*Material for this exercise*
★ ★ ★ ★ ★

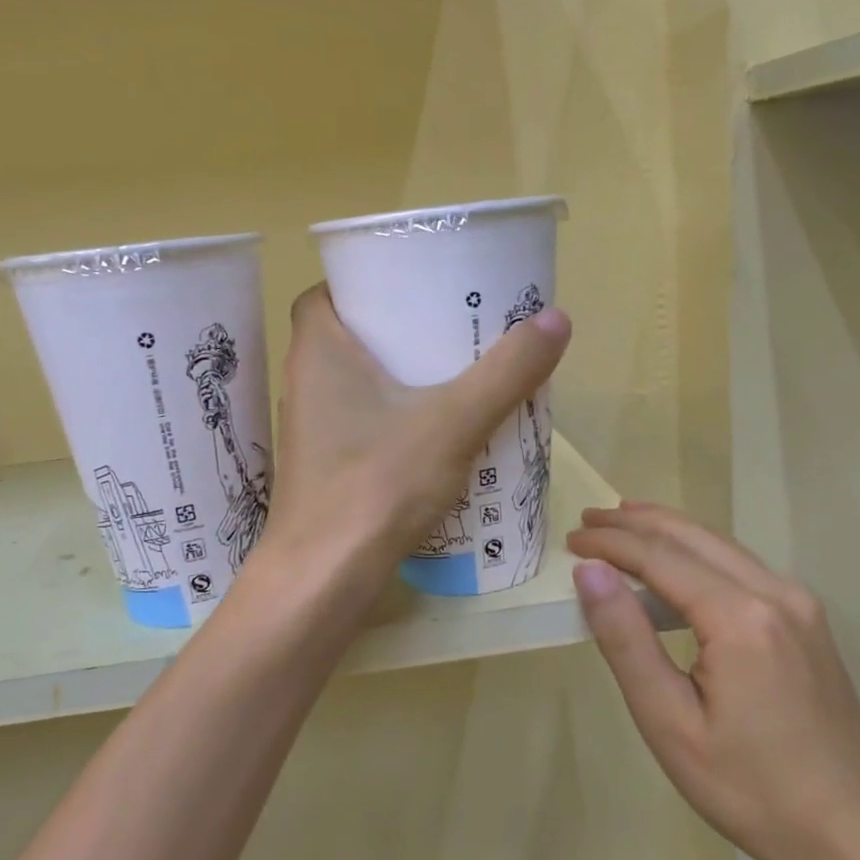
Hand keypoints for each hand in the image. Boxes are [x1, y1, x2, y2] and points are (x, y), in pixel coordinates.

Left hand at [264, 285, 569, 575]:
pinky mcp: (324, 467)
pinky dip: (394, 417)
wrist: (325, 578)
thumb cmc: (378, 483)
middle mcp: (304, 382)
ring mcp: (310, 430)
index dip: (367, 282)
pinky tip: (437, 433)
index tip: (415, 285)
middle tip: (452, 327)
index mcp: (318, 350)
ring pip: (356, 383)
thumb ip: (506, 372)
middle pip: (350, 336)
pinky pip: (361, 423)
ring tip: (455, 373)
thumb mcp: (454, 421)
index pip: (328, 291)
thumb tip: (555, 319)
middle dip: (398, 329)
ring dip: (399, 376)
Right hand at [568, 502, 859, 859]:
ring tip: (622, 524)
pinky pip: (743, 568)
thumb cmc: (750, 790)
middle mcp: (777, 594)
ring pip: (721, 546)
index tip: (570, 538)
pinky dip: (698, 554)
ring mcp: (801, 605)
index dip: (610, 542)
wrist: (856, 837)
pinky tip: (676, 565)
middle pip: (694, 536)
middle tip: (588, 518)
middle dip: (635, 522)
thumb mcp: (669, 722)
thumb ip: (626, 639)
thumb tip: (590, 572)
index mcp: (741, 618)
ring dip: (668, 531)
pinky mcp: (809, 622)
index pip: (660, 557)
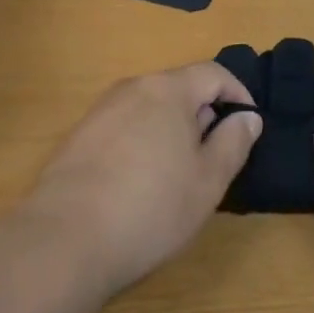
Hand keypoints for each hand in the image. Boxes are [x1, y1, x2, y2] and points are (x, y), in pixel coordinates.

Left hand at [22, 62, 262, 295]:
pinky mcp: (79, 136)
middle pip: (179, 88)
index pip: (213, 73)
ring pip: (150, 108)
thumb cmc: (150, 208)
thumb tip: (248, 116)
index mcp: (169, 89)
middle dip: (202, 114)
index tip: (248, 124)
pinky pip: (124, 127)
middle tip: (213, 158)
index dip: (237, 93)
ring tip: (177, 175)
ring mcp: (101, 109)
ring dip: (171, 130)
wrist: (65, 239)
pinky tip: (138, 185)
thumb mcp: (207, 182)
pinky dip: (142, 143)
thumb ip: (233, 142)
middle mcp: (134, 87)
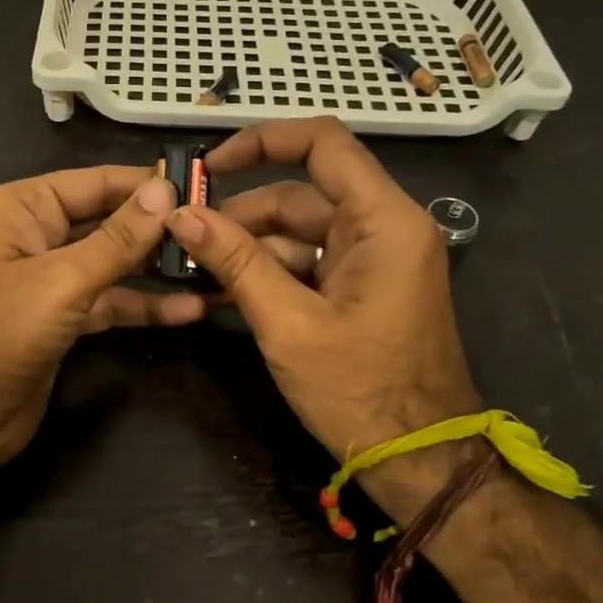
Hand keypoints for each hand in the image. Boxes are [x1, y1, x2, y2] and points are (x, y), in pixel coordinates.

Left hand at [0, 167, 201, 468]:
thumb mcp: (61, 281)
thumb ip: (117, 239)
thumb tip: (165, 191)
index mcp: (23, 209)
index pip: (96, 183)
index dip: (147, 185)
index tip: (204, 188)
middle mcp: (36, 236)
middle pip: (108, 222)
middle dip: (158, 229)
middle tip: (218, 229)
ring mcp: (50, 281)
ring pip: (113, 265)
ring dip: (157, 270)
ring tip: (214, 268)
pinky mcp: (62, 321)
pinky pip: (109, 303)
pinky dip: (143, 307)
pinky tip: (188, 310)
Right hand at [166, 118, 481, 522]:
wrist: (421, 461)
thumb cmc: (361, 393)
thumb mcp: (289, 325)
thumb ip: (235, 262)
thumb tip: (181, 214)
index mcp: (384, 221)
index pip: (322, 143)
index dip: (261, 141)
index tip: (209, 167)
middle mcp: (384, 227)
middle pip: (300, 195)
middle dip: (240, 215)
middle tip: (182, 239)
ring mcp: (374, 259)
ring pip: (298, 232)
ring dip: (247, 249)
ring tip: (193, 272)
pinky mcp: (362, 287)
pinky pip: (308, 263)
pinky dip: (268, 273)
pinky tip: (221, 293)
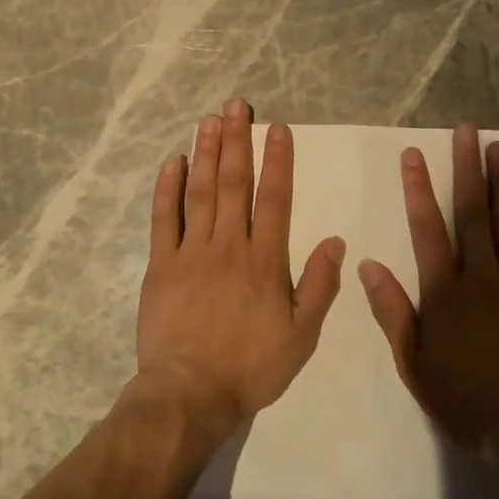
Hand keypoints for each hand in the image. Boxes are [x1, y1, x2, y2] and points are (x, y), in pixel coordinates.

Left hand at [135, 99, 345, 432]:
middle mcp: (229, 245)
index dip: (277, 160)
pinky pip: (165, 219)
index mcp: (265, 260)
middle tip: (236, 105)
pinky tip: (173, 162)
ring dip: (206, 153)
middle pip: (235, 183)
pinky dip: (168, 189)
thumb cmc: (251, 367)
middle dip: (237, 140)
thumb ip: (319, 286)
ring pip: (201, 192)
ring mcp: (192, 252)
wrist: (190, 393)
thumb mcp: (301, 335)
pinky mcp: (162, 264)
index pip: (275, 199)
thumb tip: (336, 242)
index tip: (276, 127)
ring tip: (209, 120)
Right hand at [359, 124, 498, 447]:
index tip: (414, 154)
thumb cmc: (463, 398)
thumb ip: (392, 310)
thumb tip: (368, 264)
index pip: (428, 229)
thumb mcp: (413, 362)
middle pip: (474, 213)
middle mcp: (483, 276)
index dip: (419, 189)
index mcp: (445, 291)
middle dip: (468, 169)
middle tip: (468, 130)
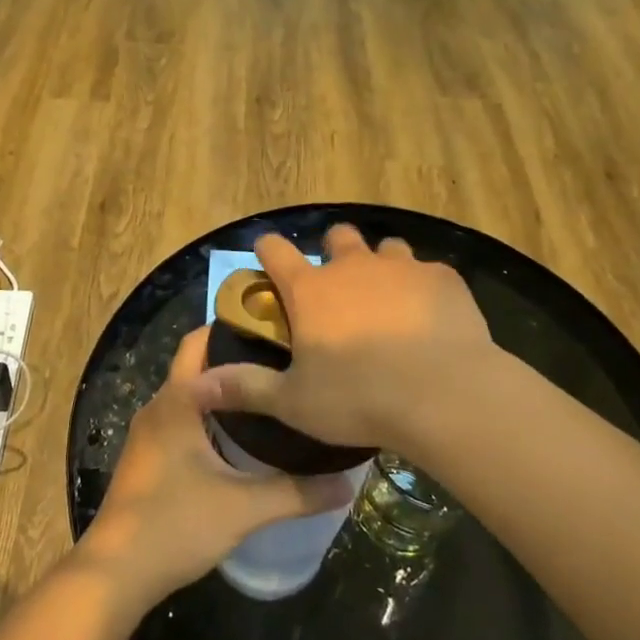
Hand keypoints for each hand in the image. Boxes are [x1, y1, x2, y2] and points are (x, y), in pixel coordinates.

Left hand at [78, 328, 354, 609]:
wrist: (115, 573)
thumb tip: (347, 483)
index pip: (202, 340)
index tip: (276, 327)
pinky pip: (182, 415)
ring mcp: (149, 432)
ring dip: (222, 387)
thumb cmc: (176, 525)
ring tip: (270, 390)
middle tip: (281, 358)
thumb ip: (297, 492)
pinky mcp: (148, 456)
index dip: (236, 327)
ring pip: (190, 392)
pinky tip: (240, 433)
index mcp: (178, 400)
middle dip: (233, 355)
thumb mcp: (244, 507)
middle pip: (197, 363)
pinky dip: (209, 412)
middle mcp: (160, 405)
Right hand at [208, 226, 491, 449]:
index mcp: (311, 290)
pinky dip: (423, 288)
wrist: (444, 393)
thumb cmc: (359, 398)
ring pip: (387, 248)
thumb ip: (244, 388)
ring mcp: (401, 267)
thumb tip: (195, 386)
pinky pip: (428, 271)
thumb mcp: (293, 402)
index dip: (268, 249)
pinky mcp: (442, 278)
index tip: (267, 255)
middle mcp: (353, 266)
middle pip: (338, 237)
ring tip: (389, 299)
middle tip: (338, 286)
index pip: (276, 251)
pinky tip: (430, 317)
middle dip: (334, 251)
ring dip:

★ ★ ★ ★ ★

*The task*
Your reply should be the lines of the records from the start through the line with "index pip: (328, 291)", copied word for word, pictures omitted.

*Exercise solution*
Hand keypoints for each hand in the image. Boxes are [x1, y1, x2, y2] and points are (x, y), in pixel coordinates.

Left hand at [264, 285, 569, 575]:
pinky mcp: (324, 467)
pinky dip: (394, 417)
wrist: (325, 578)
thumb cmc: (378, 483)
middle mcp: (304, 382)
ring mcp: (310, 430)
index dip: (367, 282)
pinky tip: (437, 433)
index tip: (415, 285)
middle tip: (452, 327)
index mcp: (318, 350)
ring pip: (356, 383)
thumb ip: (506, 372)
middle pip: (350, 336)
pinky pip: (361, 423)
ring tip: (455, 373)
thumb mcp: (454, 421)
index pip: (328, 291)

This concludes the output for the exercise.